三十年もそのままに雨風に晒されたままにして置かれると、その物は廃墟の美を輝かし始める−そんな事を筆者の「台湾古道」ブログの何処かで書いた記憶がある。合歓山スキー場のリフトの赤錆びた残骸はもう十分にレジャー古蹟ならぬ産業古蹟としての確固たる地位を築こうとしているのは、今や一本に絞られた、松雪楼(旧蒋介石行館)後方に設けられた東峰登山口から登り始め、廃棄されたリフトを、東峰斜面全体が「玉山箭竹復育区」に指定された緑の海原の中に見出した時に感得出来るのである。

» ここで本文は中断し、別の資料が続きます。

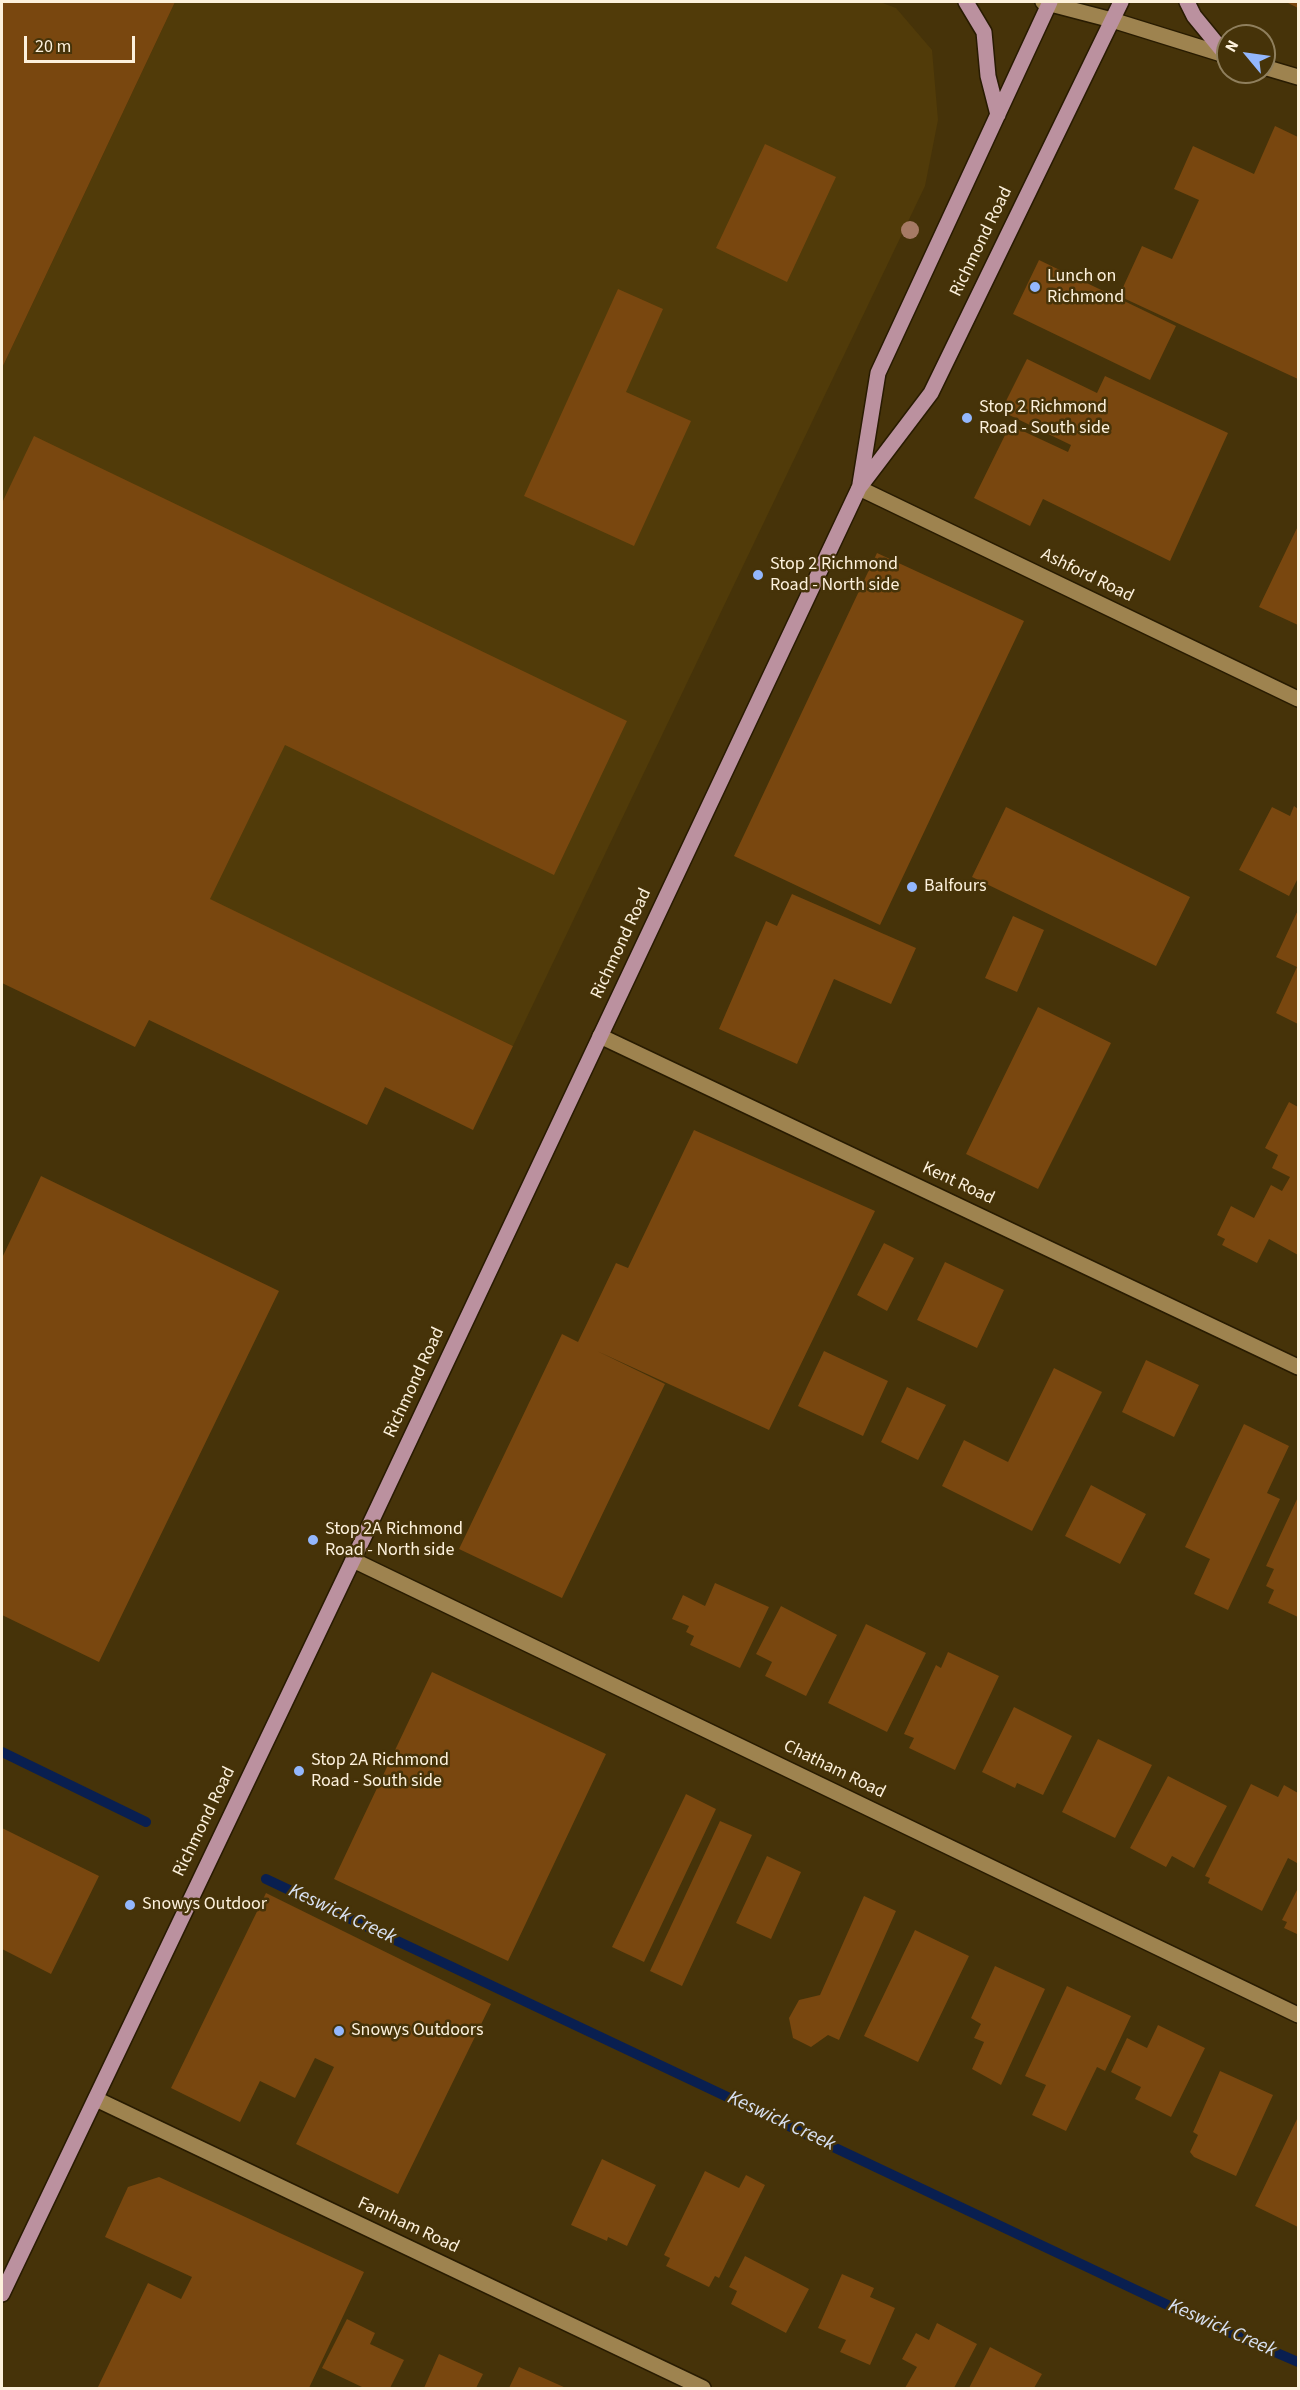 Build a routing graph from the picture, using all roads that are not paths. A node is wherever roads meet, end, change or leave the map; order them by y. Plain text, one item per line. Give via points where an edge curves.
1 (966, 2) edge
2 (1047, 2) edge
3 (1121, 2) edge
4 (1187, 2) edge
5 (1112, 20) junction
6 (1216, 42) edge
7 (1216, 52) edge
8 (1276, 70) edge
9 (1299, 77) edge
10 (998, 115) junction
11 (859, 488) junction
12 (1299, 699) edge
13 (600, 1036) junction
14 (1299, 1367) edge
15 (352, 1560) junction
16 (1299, 2015) edge
17 (96, 2099) junction
18 (2, 2294) edge
19 (703, 2388) edge

1 - 10 main road via 984,32 988,76
2 - 5 street
2 - 10 main road, Richmond Road
3 - 5 main road, Richmond Road
4 - 6 main road
5 - 7 street
5 - 11 main road, Richmond Road via 931,393
8 - 9 street
10 - 11 main road, Richmond Road via 878,373
11 - 12 street, Ashford Road
11 - 13 main road, Richmond Road
13 - 14 street, Kent Road
13 - 15 main road, Richmond Road
15 - 16 street, Chatham Road
15 - 17 main road, Richmond Road
17 - 18 main road, Richmond Road
17 - 19 street, Farnham Road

登山口の松雪楼の海抜が3,150メートル、合歓山東峰山頂が3,420メートル、登山道の総延長が約1キロ、リフトの最上段は登山道500メートル付近に位置するので、単純計算して、リフトの海抜は3,200メートル前後か?少なくとも日本には存在しない。

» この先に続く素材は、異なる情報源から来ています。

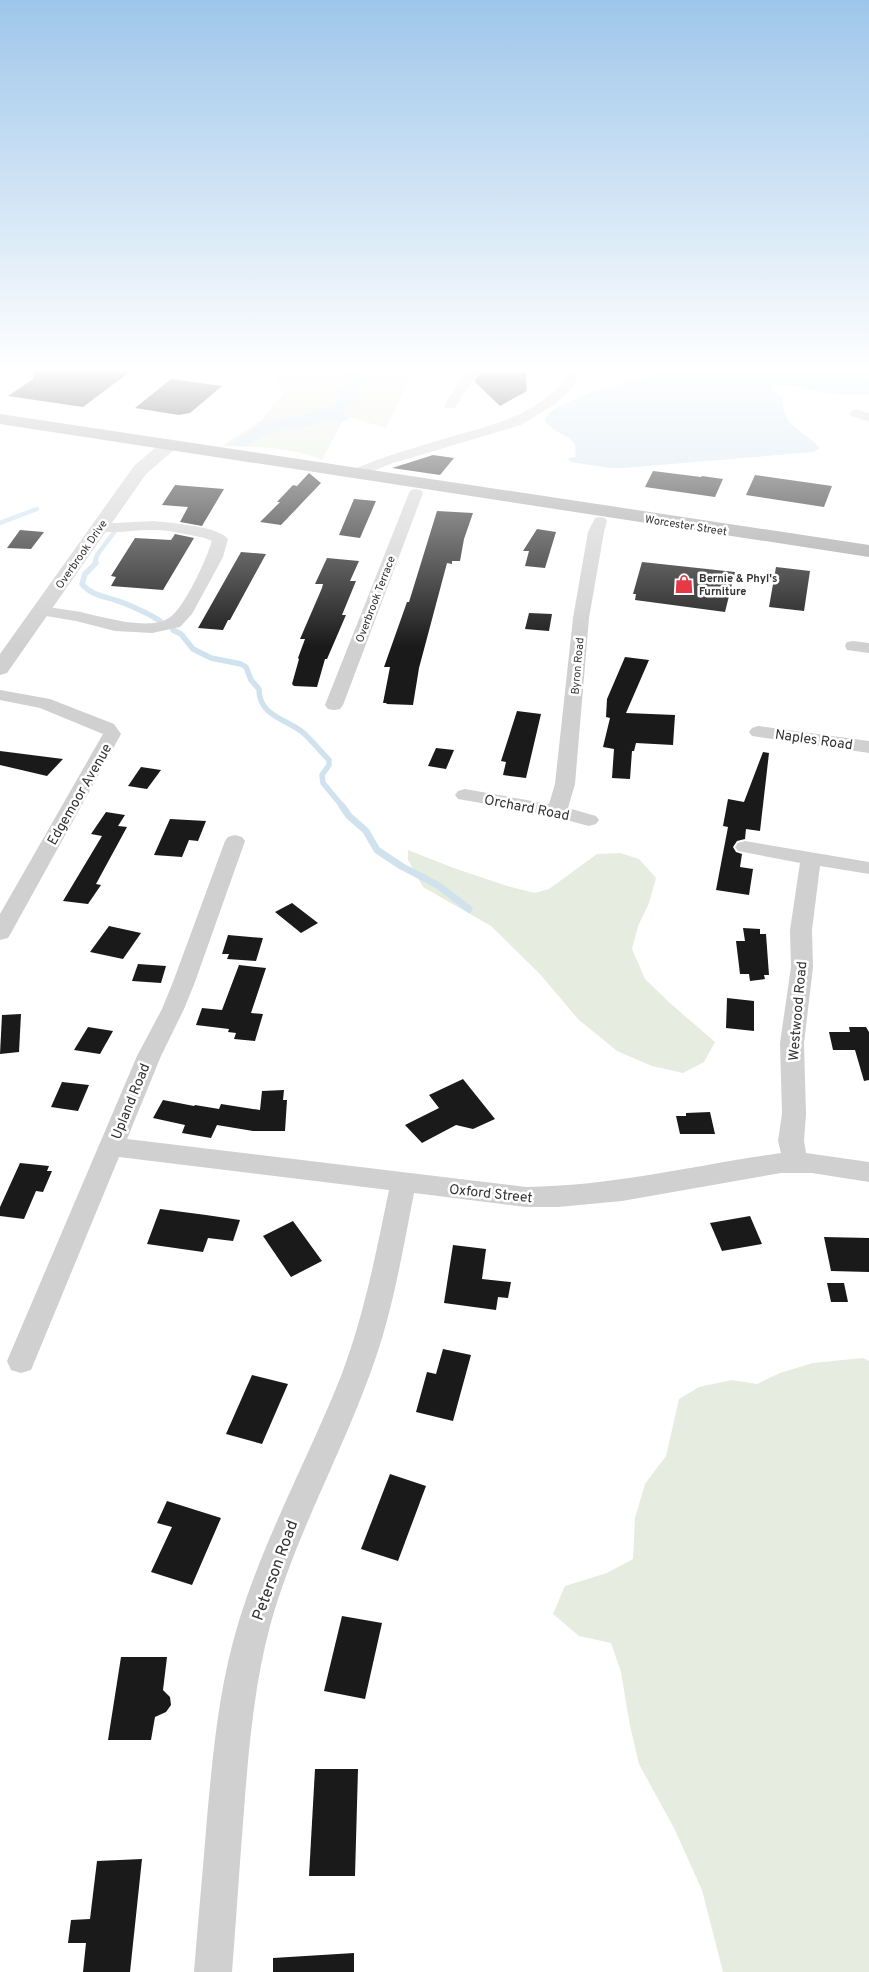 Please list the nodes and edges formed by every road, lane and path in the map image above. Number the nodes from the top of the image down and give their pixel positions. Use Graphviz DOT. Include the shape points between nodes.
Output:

最後に、もう一言―筆者自身は台湾での山登りを始めた頃から、嘗て東峰東斜面に台湾唯一のスキー場があり、既に閉鎖されている知見はあった。では何故、当時のリフトが現存していることを知らなかったか?理由は単純で、初回東峰登攀の際に、北側登山口を選択したからだ。当時は、東側登山口に加え、北側(合歓山荘向い側)と南西側(武嶺起点)から登られていたが、現在は玉山箭竹保護の為、東側登山口以外は閉鎖されている。(終り)
2018年11月24日
「台湾百岳」について−10:「元標」
【写真説明】本投稿は弊ブログ「台湾古道」の2018年10月06日付け「八通関古道竹山段−13」で投稿したものの再録である。本来、当該ブログの投稿記事として相応しいものと考えたからだ。左写真は竹山市街地内の南投県政府警察署竹山分局と竹山郵便局が隣接する前山路(同写真正面)と集山路(同写真左側)の公差点に立つ時計台。その袂に、日本時代の地形図製作の為の測量原点「元標」(中央写真)が保存され、二段抜きの案内板(右写真)が立つ。同写真上に「100余年前(明治33年)の日本人は、どの様にして三角点を利用し山頂の海抜を算出したのか?」と読める。「元標」には「標高五百十四尺」と刻まれている。以上、2016年7月撮影。